Saved data entries
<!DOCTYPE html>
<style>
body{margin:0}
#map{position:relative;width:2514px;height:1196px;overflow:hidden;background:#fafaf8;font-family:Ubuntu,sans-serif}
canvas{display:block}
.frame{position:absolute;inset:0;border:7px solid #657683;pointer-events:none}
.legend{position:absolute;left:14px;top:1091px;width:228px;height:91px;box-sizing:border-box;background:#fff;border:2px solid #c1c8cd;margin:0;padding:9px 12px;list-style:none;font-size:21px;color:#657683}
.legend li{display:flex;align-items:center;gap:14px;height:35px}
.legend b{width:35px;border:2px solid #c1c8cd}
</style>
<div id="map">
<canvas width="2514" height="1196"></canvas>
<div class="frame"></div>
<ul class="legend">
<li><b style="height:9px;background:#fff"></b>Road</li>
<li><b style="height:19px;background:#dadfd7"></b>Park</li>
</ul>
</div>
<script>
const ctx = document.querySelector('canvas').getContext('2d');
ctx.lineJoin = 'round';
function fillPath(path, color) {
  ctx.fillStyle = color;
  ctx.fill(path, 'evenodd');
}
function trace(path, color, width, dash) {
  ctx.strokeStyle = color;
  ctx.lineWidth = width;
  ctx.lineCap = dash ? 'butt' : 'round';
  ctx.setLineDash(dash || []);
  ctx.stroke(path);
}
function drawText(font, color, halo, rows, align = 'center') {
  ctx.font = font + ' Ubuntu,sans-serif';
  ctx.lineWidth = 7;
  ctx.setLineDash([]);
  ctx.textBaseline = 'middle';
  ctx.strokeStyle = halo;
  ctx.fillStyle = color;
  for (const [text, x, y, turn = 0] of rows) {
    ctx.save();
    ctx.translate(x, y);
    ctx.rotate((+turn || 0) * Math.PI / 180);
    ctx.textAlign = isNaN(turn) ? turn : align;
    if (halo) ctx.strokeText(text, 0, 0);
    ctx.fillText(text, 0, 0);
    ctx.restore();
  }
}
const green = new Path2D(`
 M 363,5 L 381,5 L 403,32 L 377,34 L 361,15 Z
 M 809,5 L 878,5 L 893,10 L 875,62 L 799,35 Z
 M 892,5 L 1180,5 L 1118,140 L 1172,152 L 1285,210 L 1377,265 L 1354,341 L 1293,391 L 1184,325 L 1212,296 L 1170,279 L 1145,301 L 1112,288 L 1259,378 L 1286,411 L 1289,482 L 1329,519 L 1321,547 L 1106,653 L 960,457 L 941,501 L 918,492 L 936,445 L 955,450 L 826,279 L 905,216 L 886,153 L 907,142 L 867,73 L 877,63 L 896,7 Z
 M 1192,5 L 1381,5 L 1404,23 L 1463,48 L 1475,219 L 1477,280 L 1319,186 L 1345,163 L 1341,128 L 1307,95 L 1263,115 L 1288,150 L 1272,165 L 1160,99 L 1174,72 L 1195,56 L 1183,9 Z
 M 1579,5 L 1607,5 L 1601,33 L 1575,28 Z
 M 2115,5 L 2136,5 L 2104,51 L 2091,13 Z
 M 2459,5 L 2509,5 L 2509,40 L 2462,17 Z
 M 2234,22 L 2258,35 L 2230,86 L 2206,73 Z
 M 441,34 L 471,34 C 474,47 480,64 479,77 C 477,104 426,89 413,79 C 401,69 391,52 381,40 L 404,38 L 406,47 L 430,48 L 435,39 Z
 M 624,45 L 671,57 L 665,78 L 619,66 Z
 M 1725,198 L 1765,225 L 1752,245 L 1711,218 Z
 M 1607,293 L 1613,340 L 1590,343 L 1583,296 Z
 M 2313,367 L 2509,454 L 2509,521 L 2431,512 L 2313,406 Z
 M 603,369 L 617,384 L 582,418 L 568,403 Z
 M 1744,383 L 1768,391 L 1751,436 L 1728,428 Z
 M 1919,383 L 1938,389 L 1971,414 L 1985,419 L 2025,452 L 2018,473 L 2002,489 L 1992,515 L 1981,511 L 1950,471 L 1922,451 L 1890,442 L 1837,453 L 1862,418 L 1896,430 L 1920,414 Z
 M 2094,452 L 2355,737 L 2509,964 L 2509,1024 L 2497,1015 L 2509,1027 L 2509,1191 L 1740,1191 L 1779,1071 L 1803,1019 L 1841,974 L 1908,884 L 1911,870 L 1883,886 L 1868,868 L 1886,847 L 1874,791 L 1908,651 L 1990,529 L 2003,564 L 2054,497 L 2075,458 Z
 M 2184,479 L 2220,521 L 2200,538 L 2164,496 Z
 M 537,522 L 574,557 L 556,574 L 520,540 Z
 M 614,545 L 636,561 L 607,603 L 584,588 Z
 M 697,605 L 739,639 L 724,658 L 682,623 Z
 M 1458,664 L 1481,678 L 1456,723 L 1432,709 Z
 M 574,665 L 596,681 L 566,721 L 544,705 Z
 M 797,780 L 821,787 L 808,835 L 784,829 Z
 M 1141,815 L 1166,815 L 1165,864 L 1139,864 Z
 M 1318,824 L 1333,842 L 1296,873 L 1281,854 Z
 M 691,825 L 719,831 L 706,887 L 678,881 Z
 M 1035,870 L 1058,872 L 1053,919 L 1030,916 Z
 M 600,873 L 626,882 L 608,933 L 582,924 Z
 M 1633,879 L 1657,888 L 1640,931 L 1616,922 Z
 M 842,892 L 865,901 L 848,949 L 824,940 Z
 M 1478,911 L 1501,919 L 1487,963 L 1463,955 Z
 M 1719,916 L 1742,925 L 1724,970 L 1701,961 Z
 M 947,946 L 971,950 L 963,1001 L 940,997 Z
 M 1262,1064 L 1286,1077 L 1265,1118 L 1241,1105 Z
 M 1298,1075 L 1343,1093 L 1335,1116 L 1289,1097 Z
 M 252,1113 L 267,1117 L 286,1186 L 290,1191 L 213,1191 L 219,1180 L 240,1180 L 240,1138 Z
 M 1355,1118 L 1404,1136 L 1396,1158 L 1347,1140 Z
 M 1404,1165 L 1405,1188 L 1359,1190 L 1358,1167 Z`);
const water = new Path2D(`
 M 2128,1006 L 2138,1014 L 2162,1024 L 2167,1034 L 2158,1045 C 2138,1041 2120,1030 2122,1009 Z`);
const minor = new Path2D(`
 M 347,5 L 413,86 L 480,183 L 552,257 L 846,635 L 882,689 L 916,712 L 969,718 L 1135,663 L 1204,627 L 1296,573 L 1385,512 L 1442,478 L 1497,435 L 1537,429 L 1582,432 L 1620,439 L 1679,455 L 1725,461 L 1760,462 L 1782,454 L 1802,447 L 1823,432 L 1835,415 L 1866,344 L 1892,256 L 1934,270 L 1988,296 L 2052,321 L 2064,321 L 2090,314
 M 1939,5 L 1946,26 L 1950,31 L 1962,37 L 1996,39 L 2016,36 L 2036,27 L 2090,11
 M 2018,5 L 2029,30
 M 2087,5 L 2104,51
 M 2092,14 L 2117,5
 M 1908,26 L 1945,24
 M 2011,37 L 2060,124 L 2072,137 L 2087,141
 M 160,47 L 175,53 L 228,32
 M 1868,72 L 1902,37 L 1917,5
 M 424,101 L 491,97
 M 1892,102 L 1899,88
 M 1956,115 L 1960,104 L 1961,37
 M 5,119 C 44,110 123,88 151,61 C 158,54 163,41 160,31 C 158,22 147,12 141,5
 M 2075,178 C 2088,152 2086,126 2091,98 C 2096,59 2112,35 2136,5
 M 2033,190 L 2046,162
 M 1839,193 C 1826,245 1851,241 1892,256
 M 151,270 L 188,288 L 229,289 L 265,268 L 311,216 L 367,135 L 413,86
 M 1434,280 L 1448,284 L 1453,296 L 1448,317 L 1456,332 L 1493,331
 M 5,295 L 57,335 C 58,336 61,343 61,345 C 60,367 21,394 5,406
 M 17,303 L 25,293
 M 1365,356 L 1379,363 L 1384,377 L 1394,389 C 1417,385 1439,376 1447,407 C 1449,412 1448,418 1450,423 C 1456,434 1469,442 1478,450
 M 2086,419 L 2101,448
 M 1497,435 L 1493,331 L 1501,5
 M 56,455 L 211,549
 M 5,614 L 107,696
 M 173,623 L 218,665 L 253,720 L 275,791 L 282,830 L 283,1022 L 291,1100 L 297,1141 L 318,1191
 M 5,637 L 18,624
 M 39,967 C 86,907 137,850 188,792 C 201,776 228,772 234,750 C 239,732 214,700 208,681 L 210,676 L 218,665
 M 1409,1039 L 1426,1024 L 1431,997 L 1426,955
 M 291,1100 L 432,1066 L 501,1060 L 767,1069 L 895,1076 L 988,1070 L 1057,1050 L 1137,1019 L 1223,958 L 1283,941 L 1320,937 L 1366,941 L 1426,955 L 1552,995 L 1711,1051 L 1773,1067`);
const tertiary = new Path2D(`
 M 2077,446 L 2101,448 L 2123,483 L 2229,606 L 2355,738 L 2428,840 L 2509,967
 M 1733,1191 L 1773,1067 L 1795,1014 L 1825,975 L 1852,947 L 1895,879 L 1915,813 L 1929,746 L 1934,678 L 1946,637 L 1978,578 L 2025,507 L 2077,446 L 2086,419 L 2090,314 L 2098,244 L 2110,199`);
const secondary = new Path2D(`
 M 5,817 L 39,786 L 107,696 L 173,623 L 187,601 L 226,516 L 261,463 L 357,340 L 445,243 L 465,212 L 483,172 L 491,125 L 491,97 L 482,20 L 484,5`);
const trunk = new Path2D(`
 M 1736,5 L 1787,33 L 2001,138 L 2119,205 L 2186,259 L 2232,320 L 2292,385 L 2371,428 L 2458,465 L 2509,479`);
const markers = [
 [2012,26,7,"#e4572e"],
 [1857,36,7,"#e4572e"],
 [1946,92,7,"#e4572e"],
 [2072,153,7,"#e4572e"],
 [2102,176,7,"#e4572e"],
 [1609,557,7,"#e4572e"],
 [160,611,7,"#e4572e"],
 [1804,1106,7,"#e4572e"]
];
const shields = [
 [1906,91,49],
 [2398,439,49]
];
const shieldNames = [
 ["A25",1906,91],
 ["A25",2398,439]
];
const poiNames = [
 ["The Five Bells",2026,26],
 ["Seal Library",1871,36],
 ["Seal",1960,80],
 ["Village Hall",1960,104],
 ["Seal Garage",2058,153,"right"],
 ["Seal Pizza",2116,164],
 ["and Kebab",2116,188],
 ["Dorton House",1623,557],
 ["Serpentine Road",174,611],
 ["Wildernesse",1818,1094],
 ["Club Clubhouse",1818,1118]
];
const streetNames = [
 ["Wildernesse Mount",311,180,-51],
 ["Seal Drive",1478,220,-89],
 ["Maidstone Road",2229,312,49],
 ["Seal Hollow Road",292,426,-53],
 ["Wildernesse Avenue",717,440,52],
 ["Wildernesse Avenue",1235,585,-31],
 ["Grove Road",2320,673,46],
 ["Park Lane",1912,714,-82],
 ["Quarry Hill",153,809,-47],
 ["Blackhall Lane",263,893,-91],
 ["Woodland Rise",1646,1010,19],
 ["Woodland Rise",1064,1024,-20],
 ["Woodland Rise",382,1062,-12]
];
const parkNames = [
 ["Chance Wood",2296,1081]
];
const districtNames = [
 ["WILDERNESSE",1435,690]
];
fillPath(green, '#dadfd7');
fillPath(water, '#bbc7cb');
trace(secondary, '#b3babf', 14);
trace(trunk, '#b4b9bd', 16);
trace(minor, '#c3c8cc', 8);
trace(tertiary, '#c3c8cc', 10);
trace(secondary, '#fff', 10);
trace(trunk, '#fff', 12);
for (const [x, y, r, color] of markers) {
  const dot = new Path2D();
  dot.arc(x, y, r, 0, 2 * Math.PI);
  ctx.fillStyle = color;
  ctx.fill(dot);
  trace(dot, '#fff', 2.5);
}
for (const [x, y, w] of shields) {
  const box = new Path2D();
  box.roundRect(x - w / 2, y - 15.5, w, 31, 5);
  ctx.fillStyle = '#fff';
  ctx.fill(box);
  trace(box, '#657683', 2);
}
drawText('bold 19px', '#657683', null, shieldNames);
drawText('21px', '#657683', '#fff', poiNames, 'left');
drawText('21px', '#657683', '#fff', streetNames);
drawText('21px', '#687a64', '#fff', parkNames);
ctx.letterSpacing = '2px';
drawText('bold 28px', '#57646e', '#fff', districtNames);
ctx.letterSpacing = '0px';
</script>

What the task requires
Could you reproduce, exactly, every line above from the line with "ctx.setLineDash(dash || []);" to the line with "M 809,5 L 878,5 L 893,10 L 875,62 L 799,35 Z", and no other line? Both ends count.

Solution
  ctx.setLineDash(dash || []);
  ctx.stroke(path);
}
function drawText(font, color, halo, rows, align = 'center') {
  ctx.font = font + ' Ubuntu,sans-serif';
  ctx.lineWidth = 7;
  ctx.setLineDash([]);
  ctx.textBaseline = 'middle';
  ctx.strokeStyle = halo;
  ctx.fillStyle = color;
  for (const [text, x, y, turn = 0] of rows) {
    ctx.save();
    ctx.translate(x, y);
    ctx.rotate((+turn || 0) * Math.PI / 180);
    ctx.textAlign = isNaN(turn) ? turn : align;
    if (halo) ctx.strokeText(text, 0, 0);
    ctx.fillText(text, 0, 0);
    ctx.restore();
  }
}
const green = new Path2D(`
 M 363,5 L 381,5 L 403,32 L 377,34 L 361,15 Z
 M 809,5 L 878,5 L 893,10 L 875,62 L 799,35 Z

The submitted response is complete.